We lack answers to fundamental questions, like what the brain does with most of its energy, or how diseases make neurons in the brain affect each other. An IBM researcher has uncovered what could be a start to these answers: a model for what the brain does at rest. Neuroscientist James Kozloski calls it “the Grand Loop."
"The brain consumes a great amount of energy doing nothing. It’s a great mystery of neuroscience,” Kozloski said. "You don’t spend that much energy on noise unless there’s a really good reason.”
Kozloski says about 90 percent of the energy consumed by the brain is unaccounted for, which is a considerable amount given that the brain takes 20 percent of the body’s total energy.

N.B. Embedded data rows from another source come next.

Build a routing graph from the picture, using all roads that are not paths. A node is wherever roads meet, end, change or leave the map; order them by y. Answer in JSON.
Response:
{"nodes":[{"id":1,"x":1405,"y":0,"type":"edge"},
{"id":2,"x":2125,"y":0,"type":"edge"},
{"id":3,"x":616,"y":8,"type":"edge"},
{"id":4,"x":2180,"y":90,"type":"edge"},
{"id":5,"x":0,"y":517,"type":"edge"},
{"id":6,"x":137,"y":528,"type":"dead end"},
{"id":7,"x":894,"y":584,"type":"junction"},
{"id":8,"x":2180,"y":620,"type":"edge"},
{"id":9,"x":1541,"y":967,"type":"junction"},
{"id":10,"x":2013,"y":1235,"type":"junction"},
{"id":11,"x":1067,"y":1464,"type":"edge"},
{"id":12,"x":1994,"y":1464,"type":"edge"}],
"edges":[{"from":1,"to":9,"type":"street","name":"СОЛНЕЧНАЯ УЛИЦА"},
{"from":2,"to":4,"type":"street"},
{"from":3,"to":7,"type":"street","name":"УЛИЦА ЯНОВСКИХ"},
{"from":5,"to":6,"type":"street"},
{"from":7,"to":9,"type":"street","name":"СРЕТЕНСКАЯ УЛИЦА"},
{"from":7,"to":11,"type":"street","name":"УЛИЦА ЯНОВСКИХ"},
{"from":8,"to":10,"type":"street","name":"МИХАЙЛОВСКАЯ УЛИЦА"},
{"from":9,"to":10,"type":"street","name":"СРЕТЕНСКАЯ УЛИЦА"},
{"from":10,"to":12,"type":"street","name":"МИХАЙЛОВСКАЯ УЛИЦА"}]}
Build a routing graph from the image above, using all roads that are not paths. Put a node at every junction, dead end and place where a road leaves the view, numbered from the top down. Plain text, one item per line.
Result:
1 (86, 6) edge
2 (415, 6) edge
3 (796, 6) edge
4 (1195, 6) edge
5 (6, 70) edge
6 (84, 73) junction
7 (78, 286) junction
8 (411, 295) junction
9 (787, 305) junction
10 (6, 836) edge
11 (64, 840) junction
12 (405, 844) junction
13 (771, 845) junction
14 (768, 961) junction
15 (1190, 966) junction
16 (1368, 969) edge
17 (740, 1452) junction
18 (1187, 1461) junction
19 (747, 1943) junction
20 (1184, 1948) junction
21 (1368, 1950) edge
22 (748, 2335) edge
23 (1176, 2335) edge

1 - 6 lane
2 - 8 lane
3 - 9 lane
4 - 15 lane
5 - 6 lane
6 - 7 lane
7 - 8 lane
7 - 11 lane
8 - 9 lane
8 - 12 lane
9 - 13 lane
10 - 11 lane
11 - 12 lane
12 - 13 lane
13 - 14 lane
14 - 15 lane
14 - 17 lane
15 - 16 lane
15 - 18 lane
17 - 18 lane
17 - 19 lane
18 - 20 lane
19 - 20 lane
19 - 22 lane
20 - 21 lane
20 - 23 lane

He proposes that the brain is actually always looping signals through a series of pathways in the brain, made of neurons and tissue. Kozloski says these pathways are like city streets, and the brain is always tracing them, retracing them, and then tracing them again.
The pathways themselves lead through three areas of function in the brain: sensory (what’s happening), behavioral (what can I do about it), and limbic (what does it mean to me).
There are areas of the brain that incorporate new information, but Kozloski credits much of the brain’s energy to these cycling processes. Since the pattern is cyclical, it’s described as a "closed loop,” rather than the traditional way of thinking, that the brain gets inputs from the world and turns that into outputs as bodily interaction.
In order to test this theory, Kozloski ran the model through IBM’s neural tissue simulator, a set of algorithms that mimics the way neurons fire in the brain. While we can see brain activity on fMRIs, this research gives us a better understanding of what’s going on in those scans, and makes it easier to study neurological disease.
Kozloski mentions that from an evolutionary perspective, this could be the mechanisms that humans use to predict what could happen in new situations, drawing from past experiences.
But one immediate application of this knowledge could be towards Huntington’s disease research. Since we now have a theory about how neurons orchestrate their communication, we can look at how neurons physically affect each other, as IBM suspects is the case in Huntington’s.